PROBLEM REQUIREMENTS —
The lines you return should be those containing the string "Justice", taken from the data below.

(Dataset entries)
------
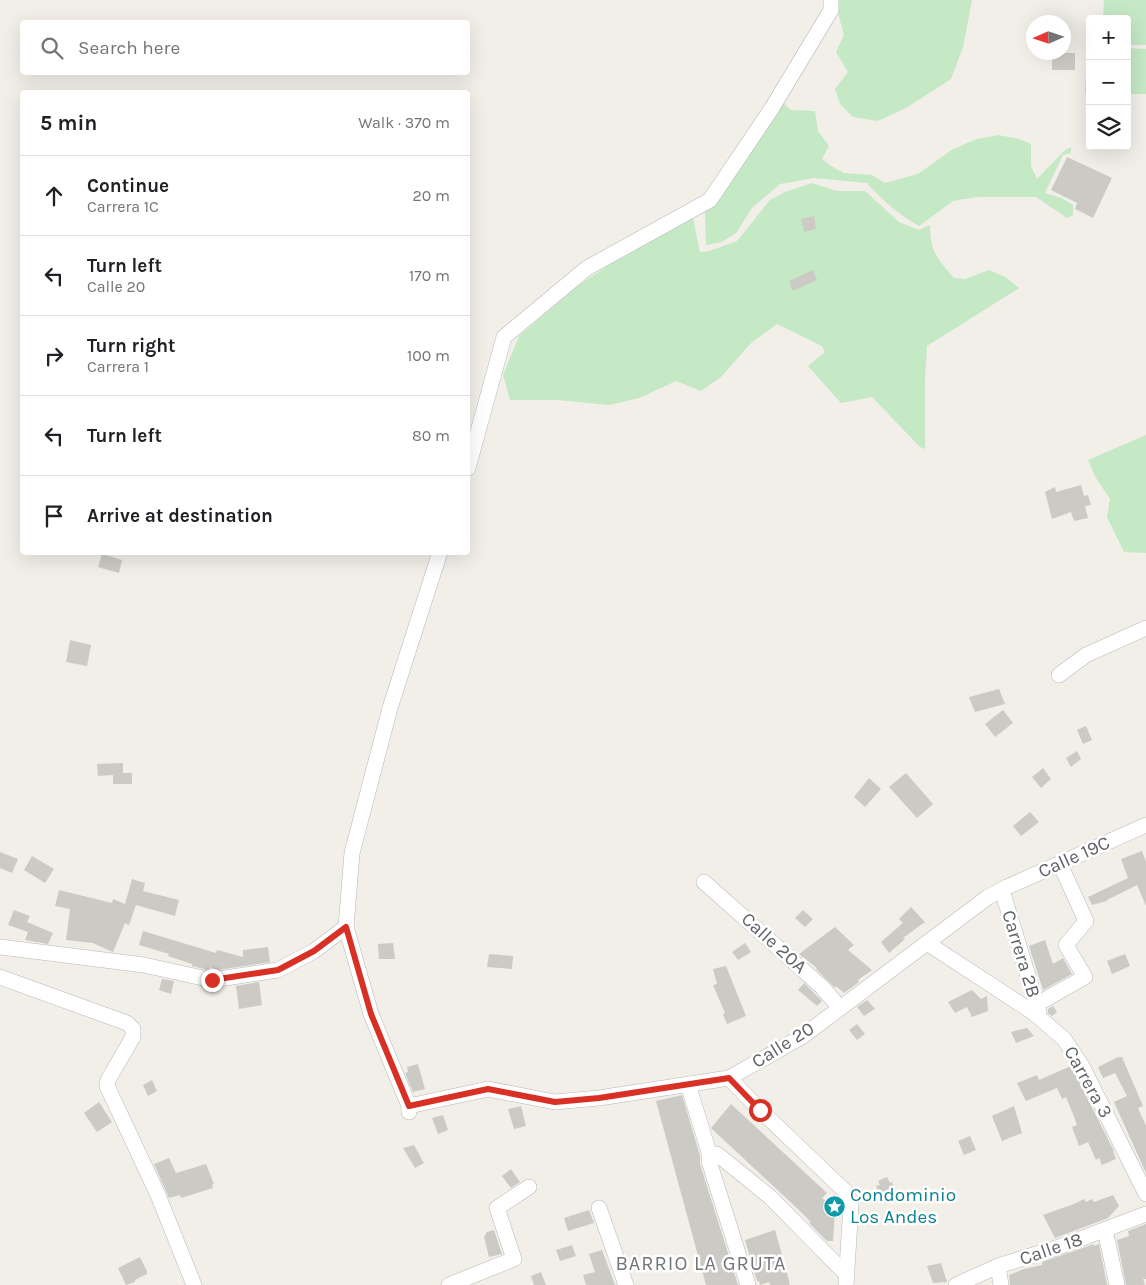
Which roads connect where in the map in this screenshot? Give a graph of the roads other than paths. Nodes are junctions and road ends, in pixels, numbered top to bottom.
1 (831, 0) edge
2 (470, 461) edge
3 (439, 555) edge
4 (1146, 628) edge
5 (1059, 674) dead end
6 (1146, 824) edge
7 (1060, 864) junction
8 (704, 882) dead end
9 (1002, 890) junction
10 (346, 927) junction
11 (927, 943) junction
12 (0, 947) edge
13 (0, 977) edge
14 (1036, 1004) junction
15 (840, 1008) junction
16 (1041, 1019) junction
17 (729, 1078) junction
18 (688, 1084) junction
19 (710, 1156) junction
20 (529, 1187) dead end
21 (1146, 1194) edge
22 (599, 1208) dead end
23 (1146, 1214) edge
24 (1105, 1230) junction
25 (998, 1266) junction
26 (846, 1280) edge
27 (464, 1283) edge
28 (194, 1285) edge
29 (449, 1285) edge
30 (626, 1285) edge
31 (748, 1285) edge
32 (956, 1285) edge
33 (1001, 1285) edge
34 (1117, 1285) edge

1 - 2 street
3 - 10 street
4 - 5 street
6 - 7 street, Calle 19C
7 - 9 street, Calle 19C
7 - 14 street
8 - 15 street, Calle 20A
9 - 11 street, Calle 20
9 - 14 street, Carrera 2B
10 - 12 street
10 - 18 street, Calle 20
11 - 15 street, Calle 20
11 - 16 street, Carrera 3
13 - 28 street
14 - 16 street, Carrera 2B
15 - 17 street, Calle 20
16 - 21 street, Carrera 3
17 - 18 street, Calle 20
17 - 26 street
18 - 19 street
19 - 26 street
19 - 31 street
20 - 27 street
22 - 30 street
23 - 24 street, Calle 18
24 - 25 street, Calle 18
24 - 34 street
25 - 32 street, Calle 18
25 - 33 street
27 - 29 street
------
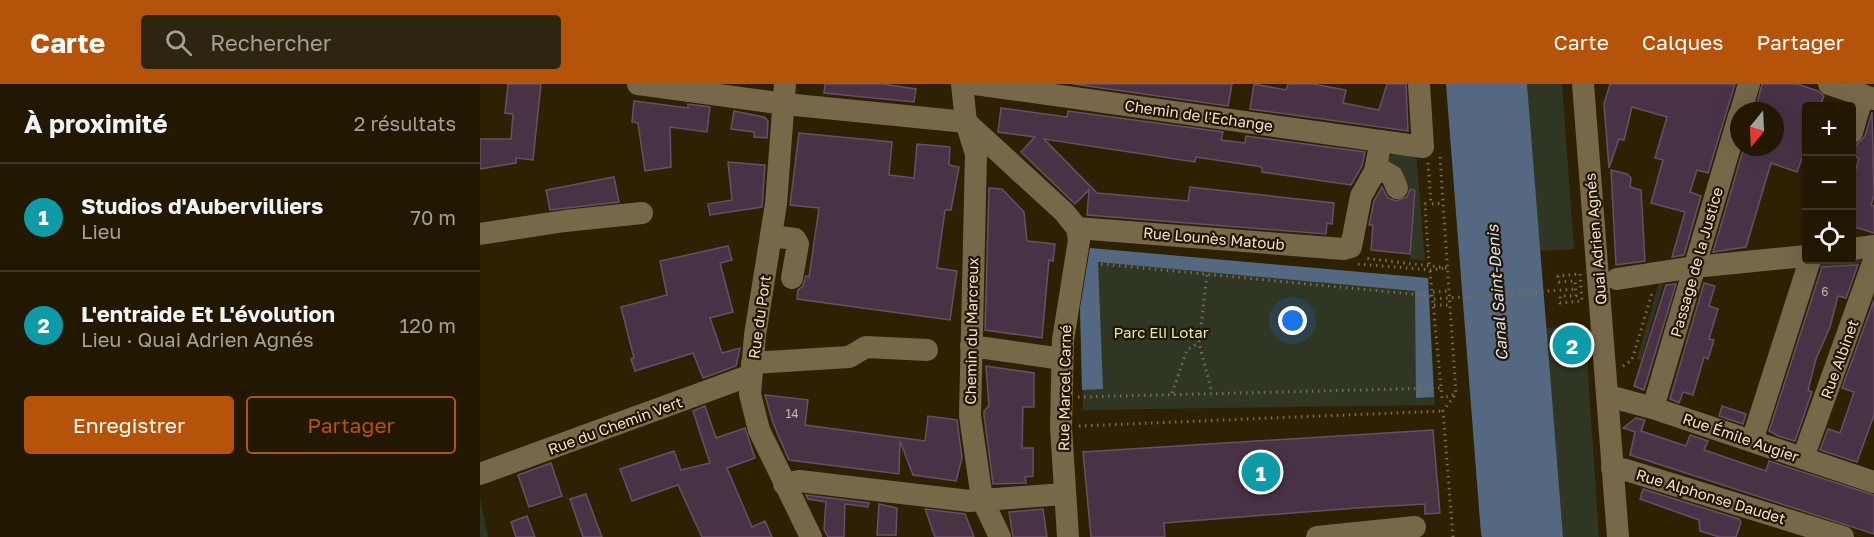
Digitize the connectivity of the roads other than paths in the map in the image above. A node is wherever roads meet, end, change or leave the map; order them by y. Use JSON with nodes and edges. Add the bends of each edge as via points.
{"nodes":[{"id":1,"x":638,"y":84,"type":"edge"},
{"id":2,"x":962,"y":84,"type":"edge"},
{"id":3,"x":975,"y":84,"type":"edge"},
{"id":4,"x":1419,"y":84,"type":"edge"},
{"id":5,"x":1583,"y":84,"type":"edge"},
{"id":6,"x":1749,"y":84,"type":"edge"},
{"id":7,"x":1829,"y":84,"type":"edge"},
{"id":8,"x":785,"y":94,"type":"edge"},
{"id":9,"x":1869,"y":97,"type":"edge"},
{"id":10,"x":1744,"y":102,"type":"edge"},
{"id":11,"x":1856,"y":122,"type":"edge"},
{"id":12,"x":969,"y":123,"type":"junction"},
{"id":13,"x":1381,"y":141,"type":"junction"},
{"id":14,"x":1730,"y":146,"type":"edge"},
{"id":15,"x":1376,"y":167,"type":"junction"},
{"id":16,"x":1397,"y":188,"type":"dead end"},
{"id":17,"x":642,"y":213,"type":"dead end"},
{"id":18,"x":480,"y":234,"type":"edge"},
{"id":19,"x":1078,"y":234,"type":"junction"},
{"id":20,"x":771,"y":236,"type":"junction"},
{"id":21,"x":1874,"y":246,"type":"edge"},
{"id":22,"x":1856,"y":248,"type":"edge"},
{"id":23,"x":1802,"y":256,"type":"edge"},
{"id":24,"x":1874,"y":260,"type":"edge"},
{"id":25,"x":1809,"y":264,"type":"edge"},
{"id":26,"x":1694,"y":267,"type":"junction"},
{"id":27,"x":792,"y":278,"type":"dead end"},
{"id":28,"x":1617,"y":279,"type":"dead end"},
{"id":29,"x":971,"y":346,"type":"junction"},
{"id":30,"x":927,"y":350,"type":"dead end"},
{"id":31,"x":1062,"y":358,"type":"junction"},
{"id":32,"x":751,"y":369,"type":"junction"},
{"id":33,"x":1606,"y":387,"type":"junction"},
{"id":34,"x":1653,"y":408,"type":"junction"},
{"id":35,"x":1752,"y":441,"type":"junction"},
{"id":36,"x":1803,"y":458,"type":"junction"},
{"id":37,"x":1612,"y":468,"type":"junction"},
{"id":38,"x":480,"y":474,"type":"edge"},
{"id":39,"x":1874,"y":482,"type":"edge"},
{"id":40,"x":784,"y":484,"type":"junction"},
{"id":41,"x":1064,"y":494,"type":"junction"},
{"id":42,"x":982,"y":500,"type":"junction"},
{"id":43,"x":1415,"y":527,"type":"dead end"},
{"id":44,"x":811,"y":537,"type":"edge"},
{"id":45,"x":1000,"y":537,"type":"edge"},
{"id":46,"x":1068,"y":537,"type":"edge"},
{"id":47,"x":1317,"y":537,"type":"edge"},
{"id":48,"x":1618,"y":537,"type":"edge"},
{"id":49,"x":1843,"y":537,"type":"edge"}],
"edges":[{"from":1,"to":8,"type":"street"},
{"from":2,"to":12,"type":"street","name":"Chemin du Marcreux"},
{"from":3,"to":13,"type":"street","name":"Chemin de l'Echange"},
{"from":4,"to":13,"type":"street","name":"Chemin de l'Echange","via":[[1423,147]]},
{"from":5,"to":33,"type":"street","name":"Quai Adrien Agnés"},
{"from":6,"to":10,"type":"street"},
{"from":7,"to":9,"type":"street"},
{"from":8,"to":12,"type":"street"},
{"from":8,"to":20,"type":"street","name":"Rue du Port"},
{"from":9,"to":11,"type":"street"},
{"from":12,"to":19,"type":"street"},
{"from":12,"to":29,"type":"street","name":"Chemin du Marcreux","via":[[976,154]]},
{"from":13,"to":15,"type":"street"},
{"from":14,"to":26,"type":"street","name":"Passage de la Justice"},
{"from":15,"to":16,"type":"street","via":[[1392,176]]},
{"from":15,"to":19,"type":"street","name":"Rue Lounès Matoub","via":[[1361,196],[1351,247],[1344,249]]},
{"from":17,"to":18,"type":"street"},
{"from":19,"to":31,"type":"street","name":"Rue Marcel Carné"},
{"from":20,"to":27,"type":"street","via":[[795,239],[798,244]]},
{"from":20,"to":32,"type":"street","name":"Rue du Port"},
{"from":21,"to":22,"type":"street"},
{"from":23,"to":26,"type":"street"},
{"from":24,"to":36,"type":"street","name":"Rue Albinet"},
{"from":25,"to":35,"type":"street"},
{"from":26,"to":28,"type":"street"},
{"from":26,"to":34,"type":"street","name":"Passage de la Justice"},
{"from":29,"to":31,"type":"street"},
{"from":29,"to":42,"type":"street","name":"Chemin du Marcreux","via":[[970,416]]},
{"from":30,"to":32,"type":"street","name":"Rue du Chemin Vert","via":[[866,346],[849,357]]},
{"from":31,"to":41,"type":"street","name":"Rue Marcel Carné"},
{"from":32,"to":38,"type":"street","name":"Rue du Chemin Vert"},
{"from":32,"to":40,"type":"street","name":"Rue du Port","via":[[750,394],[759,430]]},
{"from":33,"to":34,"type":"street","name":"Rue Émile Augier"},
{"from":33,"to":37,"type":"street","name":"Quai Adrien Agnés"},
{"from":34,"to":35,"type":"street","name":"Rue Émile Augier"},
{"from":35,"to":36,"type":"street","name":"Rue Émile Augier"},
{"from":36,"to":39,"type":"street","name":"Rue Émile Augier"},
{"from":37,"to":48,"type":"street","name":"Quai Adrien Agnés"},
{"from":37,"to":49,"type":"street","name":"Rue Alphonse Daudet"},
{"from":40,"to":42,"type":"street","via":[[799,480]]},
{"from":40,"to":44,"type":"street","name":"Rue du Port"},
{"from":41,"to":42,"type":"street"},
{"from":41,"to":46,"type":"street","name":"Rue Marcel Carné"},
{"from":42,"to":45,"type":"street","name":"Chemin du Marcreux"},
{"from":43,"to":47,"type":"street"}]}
------
TASK SOLUTION —
{"from":14,"to":26,"type":"street","name":"Passage de la Justice"},
{"from":26,"to":34,"type":"street","name":"Passage de la Justice"},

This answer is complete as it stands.